Now, we make the following three observations:

• The monomials $\mathbf{s}_{s}\operatorname*{HT}\left( g\right) $ for all $s\in S$ are distinct. (This is because the monomials $\mathbf{s}_{s}$ for all $s\in S$ are distinct.)

• The monomials $\mathbf{t}_{t}\operatorname*{HT}\left( f\right) $ for all $t\in T$ are distinct. (This is because the monomials $\mathbf{t}_{t}$ for all $t\in T$ are distinct.)

• We have $\mathbf{s}_{s}\operatorname*{HT}\left( g\right) \neq \mathbf{t}_{t}\operatorname*{HT}\left( f\right) $ for all $s\in S$ and $t\in T$. [Proof: Assume the contrary. Thus, there exist $s\in S$ and $t\in T$ such that $\mathbf{s}_{s}\operatorname*{HT}\left( g\right) =\mathbf{t}_{t}\operatorname*{HT}\left( f\right) $. Consider these $s$ and $t$. We have $\mathbf{s}_{s}\operatorname*{HT}\left( g\right) =\mathbf{t}_{t}\operatorname*{HT}\left( f\right) $; in other words, $\mathbf{s}_{s} \mathbf{x} =\mathbf{t}_{t} \mathbf{y}$ (since $\mathbf{y} =\operatorname*{HT}\left( f\right) $ and $\mathbf{x} =\operatorname*{HT}\left( g\right) $). But $\mathbf{s}_{s}<\mathbf{y}$ (since all monomials $\mathbf{s}_{s}$ are smaller than $\mathbf{y}$). The monomial $\mathbf{s}_{s} \mathbf{x}$ is a multiple of $\mathbf{y}$ and $\mathbf{x}$ at the same time (since $\mathbf{s}_{s} \mathbf{x} =\mathbf{t}_{t} \mathbf{y}$). Thus (by the universal property of the lowest common multiple), we conclude that $\mathbf{s}_{s} \mathbf{x}$ is a multiple of $\operatorname{lcm} \left( \mathbf{y} , \mathbf{x} \right) = \mathbf{y} \mathbf{x}$. In other words, $\mathbf{s}_{s} \mathbf{x} =\mathbf{z} \mathbf{y} \mathbf{x} $ for some monomial $\mathbf{z}\in\mathbf{M}$. Consider this $\mathbf{z}$. Canceling $\mathbf{x}$ from $\mathbf{s}_{s} \mathbf{x} =\mathbf{z} \mathbf{y} \mathbf{x}$, we obtain $\mathbf{s}_{s} =\mathbf{z} \mathbf{y} = \mathbf{y} \cdot \mathbf{z}$. Since our order is a term order, we have $1\leq\mathbf{z}$ and thus $\mathbf{y}\cdot1\leq\mathbf{y}\cdot\mathbf{z} =\mathbf{s}_{s} <\mathbf{y}=\mathbf{y}\cdot1$. This is clearly absurd.
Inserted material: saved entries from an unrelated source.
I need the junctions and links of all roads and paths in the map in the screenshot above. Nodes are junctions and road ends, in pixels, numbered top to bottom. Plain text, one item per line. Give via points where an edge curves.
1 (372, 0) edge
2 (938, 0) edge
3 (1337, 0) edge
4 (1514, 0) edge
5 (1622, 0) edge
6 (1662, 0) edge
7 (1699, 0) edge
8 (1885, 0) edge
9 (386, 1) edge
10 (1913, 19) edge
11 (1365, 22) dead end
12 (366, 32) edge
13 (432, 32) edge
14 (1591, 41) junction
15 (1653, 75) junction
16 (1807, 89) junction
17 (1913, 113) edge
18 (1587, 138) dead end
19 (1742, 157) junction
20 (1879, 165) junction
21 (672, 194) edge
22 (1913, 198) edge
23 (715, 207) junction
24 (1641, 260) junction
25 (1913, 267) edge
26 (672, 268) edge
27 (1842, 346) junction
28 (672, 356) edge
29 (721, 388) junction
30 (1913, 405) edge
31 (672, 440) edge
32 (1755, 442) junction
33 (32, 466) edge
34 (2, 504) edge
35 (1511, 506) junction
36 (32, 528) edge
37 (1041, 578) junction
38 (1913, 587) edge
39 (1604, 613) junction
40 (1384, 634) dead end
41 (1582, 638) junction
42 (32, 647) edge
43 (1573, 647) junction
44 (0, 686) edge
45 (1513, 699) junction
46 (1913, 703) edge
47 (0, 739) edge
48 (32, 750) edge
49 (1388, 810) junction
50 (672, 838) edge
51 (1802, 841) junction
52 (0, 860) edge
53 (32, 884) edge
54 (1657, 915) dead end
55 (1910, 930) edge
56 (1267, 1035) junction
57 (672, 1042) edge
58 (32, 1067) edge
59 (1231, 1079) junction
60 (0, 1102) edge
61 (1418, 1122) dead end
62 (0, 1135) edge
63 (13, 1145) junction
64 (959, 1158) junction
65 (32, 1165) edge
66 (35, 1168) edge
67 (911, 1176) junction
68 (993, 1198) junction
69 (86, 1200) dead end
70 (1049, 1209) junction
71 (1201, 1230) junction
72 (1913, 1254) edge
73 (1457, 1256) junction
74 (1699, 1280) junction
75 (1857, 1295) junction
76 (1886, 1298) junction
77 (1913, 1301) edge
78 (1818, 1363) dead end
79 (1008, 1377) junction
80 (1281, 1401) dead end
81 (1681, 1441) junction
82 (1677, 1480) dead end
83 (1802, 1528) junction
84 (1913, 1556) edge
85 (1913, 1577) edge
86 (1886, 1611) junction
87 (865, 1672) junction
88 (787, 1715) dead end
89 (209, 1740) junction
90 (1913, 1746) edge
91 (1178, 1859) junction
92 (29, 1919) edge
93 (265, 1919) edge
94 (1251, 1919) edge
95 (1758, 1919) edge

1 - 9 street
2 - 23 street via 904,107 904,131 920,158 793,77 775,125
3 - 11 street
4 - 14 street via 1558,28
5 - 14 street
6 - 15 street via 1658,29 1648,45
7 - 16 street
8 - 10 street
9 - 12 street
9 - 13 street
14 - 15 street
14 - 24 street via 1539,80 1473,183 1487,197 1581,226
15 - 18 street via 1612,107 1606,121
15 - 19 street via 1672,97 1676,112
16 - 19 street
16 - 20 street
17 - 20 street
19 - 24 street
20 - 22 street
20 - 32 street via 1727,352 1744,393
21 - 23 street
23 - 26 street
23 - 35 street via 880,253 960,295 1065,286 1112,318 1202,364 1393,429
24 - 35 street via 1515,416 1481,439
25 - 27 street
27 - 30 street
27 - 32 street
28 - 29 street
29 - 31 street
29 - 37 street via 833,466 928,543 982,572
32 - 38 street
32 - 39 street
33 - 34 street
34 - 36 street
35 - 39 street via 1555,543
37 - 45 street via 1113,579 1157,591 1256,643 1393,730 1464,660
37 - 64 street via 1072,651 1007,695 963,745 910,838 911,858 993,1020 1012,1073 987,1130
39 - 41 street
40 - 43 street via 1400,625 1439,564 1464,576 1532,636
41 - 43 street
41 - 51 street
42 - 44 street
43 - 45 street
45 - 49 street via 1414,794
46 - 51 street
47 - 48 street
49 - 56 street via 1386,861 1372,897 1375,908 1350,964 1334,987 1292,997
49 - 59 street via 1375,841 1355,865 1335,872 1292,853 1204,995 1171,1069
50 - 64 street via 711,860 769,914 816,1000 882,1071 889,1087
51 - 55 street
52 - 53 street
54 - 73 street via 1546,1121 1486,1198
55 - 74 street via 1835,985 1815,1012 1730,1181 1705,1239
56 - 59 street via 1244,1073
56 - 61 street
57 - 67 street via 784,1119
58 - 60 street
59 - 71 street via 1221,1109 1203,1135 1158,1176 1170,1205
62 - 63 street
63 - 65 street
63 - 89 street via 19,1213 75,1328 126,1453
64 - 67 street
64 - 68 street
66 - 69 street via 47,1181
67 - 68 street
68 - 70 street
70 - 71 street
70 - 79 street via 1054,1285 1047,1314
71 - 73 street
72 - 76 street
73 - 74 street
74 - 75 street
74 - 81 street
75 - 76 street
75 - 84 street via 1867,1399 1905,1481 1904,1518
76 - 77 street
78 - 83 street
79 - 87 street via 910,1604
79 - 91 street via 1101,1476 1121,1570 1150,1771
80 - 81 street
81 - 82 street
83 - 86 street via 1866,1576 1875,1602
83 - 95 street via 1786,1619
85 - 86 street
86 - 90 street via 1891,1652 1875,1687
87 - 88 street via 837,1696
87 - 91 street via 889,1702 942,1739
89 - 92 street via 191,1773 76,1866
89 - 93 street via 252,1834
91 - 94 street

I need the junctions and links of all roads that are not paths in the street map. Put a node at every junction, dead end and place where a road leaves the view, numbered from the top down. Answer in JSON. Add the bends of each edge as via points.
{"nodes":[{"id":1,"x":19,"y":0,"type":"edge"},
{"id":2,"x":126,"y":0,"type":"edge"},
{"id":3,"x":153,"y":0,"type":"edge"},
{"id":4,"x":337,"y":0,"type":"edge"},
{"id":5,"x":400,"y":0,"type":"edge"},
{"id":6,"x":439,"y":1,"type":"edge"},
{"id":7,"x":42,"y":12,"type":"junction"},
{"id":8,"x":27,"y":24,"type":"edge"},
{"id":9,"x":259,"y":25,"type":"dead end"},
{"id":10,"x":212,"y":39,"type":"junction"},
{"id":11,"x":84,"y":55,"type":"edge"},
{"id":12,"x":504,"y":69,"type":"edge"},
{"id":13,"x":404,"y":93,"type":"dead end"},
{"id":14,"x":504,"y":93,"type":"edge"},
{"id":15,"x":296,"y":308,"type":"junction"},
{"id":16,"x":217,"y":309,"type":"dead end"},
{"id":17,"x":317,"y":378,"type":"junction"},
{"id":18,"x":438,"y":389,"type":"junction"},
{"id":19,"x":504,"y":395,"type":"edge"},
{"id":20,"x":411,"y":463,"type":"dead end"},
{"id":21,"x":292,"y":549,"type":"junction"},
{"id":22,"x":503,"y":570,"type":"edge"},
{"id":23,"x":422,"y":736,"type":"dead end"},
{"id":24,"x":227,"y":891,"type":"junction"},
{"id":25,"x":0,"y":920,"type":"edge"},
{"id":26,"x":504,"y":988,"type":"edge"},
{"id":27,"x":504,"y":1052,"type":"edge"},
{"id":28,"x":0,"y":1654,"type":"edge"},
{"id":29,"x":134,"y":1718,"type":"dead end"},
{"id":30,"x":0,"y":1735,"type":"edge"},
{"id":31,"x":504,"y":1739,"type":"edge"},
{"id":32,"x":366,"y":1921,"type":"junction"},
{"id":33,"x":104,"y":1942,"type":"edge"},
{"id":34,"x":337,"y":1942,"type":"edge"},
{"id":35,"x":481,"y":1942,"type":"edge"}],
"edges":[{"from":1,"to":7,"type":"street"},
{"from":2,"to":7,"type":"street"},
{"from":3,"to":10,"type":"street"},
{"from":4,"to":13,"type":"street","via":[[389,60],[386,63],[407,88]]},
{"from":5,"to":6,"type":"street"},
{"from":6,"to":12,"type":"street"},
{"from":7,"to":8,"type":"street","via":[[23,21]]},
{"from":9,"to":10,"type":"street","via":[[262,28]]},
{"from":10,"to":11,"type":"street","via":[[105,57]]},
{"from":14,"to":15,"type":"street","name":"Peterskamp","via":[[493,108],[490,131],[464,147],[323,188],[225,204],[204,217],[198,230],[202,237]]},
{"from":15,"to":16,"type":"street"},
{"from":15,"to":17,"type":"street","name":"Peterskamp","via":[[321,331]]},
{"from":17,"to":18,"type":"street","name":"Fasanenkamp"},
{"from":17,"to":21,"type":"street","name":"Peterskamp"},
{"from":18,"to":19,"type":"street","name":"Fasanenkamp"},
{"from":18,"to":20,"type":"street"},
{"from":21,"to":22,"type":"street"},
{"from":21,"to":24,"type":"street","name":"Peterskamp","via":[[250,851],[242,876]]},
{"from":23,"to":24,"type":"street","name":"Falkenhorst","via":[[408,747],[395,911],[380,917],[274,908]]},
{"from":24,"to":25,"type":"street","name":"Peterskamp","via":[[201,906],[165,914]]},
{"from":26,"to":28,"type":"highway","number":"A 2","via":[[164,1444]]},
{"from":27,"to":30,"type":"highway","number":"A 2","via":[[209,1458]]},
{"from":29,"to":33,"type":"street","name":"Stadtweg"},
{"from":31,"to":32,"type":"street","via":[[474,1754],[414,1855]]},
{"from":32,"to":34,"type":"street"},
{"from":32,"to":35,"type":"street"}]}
This contradiction completes our proof.]

Due to these three observations, we can apply Lemma 3 to $g_{s}=g$, $a_{s}=\lambda_{s}$, $h_{t}=f$ and $b_{t}=-\mu_{t}$. We thus obtain $\sum_{s\in S}\lambda_{s}\mathbf{s}_{s}g+\sum_{t\in T}\left( -\mu _{t}\right) \mathbf{t}_{t}f\overset{\ast}{\underset{G}{\longrightarrow}}0$. In view of $\operatorname*{spol}\left( f,g\right) =\sum_{s\in S}\lambda _{s}\mathbf{s}_{s}g+\sum_{t\in T}\left( -\mu_{t}\right) \mathbf{t}_{t} f$, this rewrites as $\operatorname*{spol}\left( f,g\right) \overset{\ast }{\underset{G}{\longrightarrow}}0$. This proves Theorem 4.